Daniel George John Tarkanian (born December 18, 1961) is an American attorney, businessman, and politician serving as a member of the Douglas County Commission since 2021. A member of the Republican Party, he was the party's nominee for Nevada Secretary of State in 2006, Nevada's 4th congressional district in 2012 and Nevada's 3rd congressional district in 2016 and 2018. He was a runner-up in Republican primaries for U.S. Senate in 2010 and Nevada's 2nd congressional district in 2022, and Nevada attorney general in 2026.

In 2020, Tarkanian was elected to the Douglas County Commission after defeating incumbent Dave Nelson in the Republican primary. He was re-elected in 2024.

==Early life, education, and legal career==
Tarkanian was born in Redlands, California, the third of four children. He is the son of Jerry Tarkanian, a prominent University of Nevada Las Vegas (UNLV) basketball coach, and Lois Tarkanian (née Huter), a Las Vegas City Councilwoman, educator of children with disabilities, administrator, and a co-founder for California's first private school for the deaf.

Tarkanian grew up in three different California cities, (Riverside, Pasadena, and Huntington Beach) as his father progressed in his professional career.

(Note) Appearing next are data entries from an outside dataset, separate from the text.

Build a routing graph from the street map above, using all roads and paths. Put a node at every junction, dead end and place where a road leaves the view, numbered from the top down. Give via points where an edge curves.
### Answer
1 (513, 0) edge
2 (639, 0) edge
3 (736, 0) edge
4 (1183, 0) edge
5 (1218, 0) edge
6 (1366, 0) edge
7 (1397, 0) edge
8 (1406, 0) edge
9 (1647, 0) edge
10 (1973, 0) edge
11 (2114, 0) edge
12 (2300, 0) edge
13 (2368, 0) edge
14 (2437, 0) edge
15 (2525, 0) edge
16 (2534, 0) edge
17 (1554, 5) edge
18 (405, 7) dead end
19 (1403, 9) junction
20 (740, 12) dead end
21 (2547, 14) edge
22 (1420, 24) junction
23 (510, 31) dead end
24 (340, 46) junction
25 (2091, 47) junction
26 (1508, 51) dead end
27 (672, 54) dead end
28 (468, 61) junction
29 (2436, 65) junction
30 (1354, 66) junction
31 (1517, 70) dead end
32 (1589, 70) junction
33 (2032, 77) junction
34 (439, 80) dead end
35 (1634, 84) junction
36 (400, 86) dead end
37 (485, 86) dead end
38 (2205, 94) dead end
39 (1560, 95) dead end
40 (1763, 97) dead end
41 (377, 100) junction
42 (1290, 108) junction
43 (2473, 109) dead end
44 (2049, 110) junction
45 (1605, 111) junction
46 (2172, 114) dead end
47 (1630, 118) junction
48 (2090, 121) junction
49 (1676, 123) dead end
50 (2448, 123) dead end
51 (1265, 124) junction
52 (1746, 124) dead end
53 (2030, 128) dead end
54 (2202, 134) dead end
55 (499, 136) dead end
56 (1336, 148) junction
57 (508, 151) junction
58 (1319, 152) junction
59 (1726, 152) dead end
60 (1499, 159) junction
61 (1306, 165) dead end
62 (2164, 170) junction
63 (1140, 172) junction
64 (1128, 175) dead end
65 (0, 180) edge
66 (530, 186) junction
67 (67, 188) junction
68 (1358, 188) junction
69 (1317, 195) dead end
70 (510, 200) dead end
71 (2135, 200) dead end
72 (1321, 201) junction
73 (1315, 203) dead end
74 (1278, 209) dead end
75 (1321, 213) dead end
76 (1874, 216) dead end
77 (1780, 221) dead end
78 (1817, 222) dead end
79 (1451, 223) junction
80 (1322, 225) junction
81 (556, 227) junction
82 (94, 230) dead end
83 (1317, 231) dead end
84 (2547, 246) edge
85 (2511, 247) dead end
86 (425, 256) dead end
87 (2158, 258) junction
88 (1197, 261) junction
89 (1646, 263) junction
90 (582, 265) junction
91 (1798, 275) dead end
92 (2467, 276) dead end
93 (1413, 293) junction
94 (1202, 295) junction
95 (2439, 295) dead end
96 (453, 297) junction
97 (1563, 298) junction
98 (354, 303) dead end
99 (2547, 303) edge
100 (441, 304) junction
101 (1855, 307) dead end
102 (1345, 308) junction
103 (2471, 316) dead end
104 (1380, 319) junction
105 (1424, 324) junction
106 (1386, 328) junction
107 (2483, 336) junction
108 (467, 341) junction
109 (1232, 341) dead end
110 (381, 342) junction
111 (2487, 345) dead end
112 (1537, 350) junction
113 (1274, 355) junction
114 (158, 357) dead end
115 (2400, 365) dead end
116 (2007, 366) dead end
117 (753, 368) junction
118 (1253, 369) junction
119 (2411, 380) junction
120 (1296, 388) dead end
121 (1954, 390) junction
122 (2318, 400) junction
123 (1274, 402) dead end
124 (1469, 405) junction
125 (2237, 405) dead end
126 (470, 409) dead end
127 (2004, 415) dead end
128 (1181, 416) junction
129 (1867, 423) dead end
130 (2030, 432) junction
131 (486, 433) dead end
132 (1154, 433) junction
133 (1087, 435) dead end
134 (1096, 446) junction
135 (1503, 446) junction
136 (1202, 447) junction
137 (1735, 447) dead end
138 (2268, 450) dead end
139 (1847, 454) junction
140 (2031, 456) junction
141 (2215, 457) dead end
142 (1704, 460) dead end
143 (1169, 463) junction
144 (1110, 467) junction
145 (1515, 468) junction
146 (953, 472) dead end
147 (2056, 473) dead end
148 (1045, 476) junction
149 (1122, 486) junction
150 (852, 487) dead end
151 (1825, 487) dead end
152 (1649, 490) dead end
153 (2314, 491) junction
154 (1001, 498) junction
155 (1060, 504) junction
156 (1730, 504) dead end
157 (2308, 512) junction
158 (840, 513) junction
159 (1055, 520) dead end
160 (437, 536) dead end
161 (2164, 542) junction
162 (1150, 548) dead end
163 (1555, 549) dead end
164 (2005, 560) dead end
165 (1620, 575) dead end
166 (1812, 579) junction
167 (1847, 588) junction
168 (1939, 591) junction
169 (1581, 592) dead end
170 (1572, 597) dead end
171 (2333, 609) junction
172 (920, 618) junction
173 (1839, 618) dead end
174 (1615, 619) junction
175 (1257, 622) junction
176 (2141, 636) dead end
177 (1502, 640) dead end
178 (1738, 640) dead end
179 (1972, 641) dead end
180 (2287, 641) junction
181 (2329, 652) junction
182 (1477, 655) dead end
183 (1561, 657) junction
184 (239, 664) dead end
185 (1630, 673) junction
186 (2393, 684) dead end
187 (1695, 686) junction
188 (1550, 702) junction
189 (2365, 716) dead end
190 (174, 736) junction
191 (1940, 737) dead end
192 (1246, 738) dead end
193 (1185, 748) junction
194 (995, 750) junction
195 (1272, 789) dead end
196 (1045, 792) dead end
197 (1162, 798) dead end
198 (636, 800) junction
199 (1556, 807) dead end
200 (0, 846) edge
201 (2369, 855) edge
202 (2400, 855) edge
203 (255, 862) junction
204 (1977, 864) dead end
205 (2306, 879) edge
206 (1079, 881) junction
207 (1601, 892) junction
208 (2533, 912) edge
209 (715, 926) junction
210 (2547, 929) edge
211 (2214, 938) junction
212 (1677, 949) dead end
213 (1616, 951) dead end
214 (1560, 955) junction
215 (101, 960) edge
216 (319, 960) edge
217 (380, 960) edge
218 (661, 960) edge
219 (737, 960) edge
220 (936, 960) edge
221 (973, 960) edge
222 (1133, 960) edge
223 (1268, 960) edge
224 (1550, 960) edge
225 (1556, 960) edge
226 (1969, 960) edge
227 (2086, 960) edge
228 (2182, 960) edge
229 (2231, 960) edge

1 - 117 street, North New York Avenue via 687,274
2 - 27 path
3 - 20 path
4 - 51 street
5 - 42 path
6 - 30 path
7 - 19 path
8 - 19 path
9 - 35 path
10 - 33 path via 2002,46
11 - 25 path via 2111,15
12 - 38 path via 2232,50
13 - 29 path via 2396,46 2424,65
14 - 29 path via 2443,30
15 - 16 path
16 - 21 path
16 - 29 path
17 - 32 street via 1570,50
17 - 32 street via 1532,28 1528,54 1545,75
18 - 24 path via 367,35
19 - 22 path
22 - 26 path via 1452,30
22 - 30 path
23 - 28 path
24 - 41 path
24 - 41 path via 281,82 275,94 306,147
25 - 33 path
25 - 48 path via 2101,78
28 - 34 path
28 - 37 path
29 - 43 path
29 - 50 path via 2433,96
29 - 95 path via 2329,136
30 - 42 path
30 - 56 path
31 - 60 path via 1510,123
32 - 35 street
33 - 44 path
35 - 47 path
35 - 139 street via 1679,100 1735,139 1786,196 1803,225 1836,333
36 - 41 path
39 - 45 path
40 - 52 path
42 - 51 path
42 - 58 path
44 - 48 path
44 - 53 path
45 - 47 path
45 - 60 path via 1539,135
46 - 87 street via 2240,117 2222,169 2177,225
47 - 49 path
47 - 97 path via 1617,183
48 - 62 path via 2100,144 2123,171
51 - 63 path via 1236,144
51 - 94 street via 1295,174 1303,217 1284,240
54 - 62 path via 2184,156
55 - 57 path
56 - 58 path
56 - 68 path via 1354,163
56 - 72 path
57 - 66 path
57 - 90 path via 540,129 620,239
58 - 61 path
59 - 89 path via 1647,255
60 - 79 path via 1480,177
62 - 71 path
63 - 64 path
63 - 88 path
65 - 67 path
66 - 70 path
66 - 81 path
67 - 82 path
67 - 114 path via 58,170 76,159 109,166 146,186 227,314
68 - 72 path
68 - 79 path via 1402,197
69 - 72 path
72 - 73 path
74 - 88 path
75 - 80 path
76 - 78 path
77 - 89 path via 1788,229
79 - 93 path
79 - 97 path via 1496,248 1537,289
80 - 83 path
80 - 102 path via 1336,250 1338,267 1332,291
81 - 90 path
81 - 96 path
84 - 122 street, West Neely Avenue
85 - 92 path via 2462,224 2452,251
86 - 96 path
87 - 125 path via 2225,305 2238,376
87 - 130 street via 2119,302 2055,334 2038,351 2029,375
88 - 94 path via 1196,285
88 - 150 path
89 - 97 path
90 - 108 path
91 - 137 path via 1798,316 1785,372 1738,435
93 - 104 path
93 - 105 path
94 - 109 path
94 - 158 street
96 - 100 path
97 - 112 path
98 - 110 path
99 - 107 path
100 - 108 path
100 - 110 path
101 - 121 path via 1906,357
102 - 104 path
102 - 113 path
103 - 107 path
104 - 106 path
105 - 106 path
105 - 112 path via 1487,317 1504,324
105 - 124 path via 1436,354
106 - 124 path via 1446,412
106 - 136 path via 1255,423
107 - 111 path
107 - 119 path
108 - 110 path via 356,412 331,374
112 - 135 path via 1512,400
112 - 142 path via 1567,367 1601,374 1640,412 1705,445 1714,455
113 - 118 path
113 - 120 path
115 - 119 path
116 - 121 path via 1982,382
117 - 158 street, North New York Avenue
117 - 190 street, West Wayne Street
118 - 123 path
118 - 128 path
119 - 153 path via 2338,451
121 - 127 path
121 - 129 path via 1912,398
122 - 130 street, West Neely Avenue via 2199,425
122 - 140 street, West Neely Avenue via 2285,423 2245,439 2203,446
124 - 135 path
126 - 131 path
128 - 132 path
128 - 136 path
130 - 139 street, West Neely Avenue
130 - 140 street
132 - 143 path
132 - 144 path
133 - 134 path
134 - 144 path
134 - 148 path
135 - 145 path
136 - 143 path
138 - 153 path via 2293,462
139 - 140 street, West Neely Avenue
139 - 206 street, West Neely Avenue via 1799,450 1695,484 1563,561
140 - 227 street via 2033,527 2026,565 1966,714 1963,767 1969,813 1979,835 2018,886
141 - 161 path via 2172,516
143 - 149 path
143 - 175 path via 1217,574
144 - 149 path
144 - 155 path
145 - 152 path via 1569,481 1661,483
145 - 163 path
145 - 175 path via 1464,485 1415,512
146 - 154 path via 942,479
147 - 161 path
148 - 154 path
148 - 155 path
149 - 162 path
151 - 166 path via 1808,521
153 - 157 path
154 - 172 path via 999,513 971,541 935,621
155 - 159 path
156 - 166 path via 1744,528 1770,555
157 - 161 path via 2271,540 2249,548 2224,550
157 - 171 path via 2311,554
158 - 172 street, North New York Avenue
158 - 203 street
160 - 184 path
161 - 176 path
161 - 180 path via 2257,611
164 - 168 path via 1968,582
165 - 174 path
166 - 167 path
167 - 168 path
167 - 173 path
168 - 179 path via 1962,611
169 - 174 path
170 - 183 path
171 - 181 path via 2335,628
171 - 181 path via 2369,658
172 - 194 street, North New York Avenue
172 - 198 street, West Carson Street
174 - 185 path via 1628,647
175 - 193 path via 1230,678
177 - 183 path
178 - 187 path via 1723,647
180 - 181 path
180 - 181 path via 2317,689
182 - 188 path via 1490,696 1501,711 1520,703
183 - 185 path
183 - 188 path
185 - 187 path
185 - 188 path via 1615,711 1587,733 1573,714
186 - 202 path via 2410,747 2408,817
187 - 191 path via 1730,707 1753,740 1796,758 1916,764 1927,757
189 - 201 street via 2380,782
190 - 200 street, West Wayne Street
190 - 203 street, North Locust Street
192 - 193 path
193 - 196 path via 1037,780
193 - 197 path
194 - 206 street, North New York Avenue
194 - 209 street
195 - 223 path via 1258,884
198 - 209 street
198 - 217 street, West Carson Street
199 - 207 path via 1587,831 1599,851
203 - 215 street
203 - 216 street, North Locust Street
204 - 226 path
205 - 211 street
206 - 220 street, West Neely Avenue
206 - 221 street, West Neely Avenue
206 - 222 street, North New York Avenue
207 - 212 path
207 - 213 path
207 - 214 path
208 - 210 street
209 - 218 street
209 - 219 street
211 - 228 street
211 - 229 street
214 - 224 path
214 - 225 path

The Tarkanian family moved to Nevada in 1973 when Danny was 12. He attended Hyde Park Junior High School in Las Vegas and later the Bishop Gorman High School. He achieved honors in all four years. At Bishop Gorman High School, he played both basketball and football, and both sports teams went into the playoffs and won state championships. In basketball, he played point guard. In football, he played quarterback and was named All-Conference and All-State at his position twice.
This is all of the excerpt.